Search code examples
rubyalgorithmsearchtrie

Speeding up word search in a Trie


I need to find all possible words that could be made using letters specified by the user. User can use "?" - as wildcards (up to 2 wildcards). Max input is 15 characters, including those wildcards. Example input: "abcdefghijklm??".

Currently i have 2_700_000 words stored in a Trie. I look it up like that:

def search_word(node, wildcards, alphabet, tiles, output) 
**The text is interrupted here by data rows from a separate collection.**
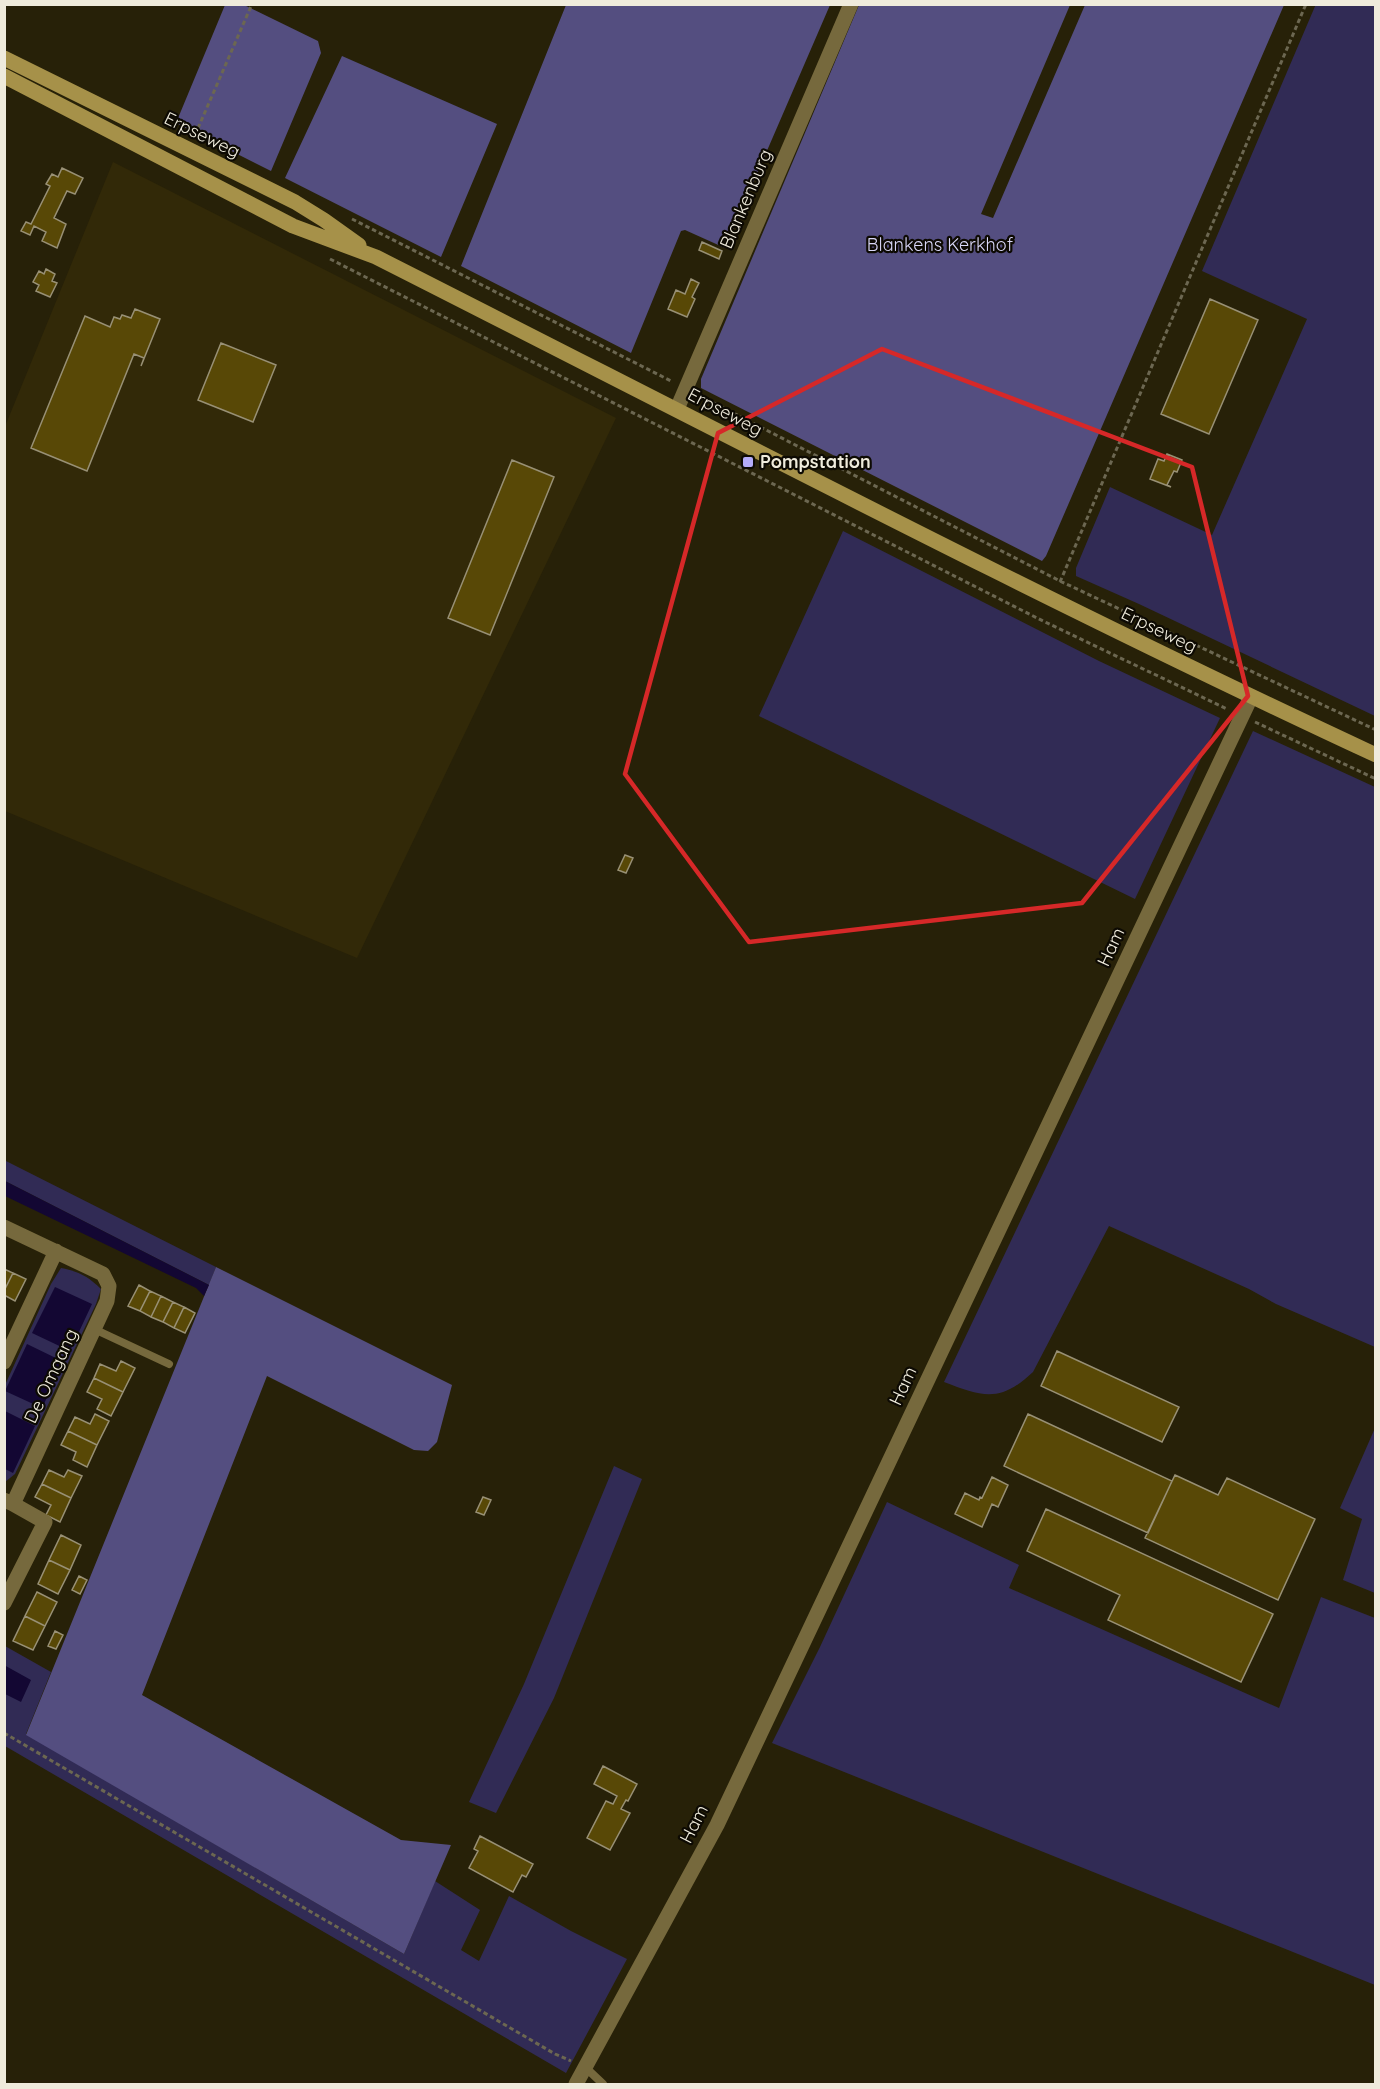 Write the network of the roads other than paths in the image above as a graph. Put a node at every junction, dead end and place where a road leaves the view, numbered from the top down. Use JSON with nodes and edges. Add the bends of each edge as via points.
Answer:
{"nodes":[{"id":1,"x":851,"y":4,"type":"edge"},
{"id":2,"x":4,"y":58,"type":"edge"},
{"id":3,"x":4,"y":76,"type":"edge"},
{"id":4,"x":376,"y":257,"type":"junction"},
{"id":5,"x":677,"y":409,"type":"junction"},
{"id":6,"x":1251,"y":697,"type":"junction"},
{"id":7,"x":1376,"y":755,"type":"edge"},
{"id":8,"x":4,"y":1227,"type":"edge"},
{"id":9,"x":56,"y":1251,"type":"junction"},
{"id":10,"x":94,"y":1329,"type":"junction"},
{"id":11,"x":4,"y":1362,"type":"edge"},
{"id":12,"x":169,"y":1364,"type":"dead end"},
{"id":13,"x":9,"y":1502,"type":"edge"},
{"id":14,"x":4,"y":1604,"type":"edge"},
{"id":15,"x":585,"y":2067,"type":"junction"},
{"id":16,"x":576,"y":2085,"type":"edge"},
{"id":17,"x":603,"y":2085,"type":"edge"}],
"edges":[{"from":1,"to":5,"type":"street","name":"Blankenburg"},
{"from":2,"to":4,"type":"main road","name":"Erpseweg","via":[[295,202]]},
{"from":3,"to":4,"type":"main road","name":"Erpseweg","via":[[293,226]]},
{"from":4,"to":5,"type":"main road","name":"Erpseweg"},
{"from":5,"to":6,"type":"main road","name":"Erpseweg"},
{"from":6,"to":7,"type":"main road","name":"Erpseweg"},
{"from":6,"to":15,"type":"street","name":"Ham","via":[[717,1825]]},
{"from":8,"to":9,"type":"street","name":"De Omgang"},
{"from":9,"to":10,"type":"street","name":"De Omgang","via":[[103,1274],[109,1286],[107,1301]]},
{"from":9,"to":11,"type":"street"},
{"from":10,"to":12,"type":"lane","name":"De Omgang"},
{"from":10,"to":13,"type":"street","name":"De Omgang"},
{"from":13,"to":14,"type":"street","name":"De Omgang","via":[[45,1522]]},
{"from":15,"to":16,"type":"street","name":"Ham"},
{"from":15,"to":17,"type":"lane"}]}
  output.push(node.full_state) if node.terminal? # append output if its a word
  unless tiles.empty? && wildcards.zero?
    tiles.uniq.each do |tile|
      unless node.walk(tile).nil?  # choose only those letters that could possibly make a word
        next_node = node.walk(tile)
        remaining_tiles = take_away(tiles, tile)
        search_word(next_node, wildcards, alphabet, remaining_tiles, output) 
      end
    end
  end

  if wildcards > 0
    other_letters = take_away(alphabet, tiles.uniq)  # letters that weren't used in previous loop
    other_letters.each do |tile|
      unless node.walk(tile).nil? # only those that could make a word
        next_node = node.walk(tile)
        remaining_tiles = take_away(tiles, tile)
        remaining_wildcards = wildcards - 1
        search_word(next_node, remaining_wildcards, alphabet, tiles, output) 
      end
    end
  end

end

What it does can be described as:

def searchword(trie, wildcards, tiles, output):
    if trie is word:
        output.append(trie.word) # or send current letters as arguments to this function

    for each unique tile in tiles:
        if trie has tile:
            searchword(trie[tile], wildcards, (tiles - tile), output)

    if wildcards > 0:
        for each key in trie that has not already been searched in previous loop:
            searchword(trie[key], (wildcards - 1), tiles, output)

Speed tests: 15 letter input, no wildcards: 0,45 s 15 letter input, one wildcard: 3,54 s 15 letter input, two wildcards: 15,59s

There are many scrabble solvers online, which do such tasks under 1 second.

QUESTION How to speed up the process, so i takes under 1 second each time? I'm considering: a) writing the search method in C b) reorganizing Trie so words are stored as their letters sorted alphabetically (ex. fast -> afst) - that would reduce number of searches I'm willing to listen if you knew any better approaches for this particular task. c) switching my Trie for a hash table?


Solution

  • You should go with option b, by letters in order store all anagrams. Not revisiting letters is a huge win.

    Except do not sort the alphabetically. Sort the letters in this order: etaoinshrdlcumwfgypbvkjxqz. That is most frequent to least frequent. The idea is to only look at common letters a minimal number of times, rather than over and over again.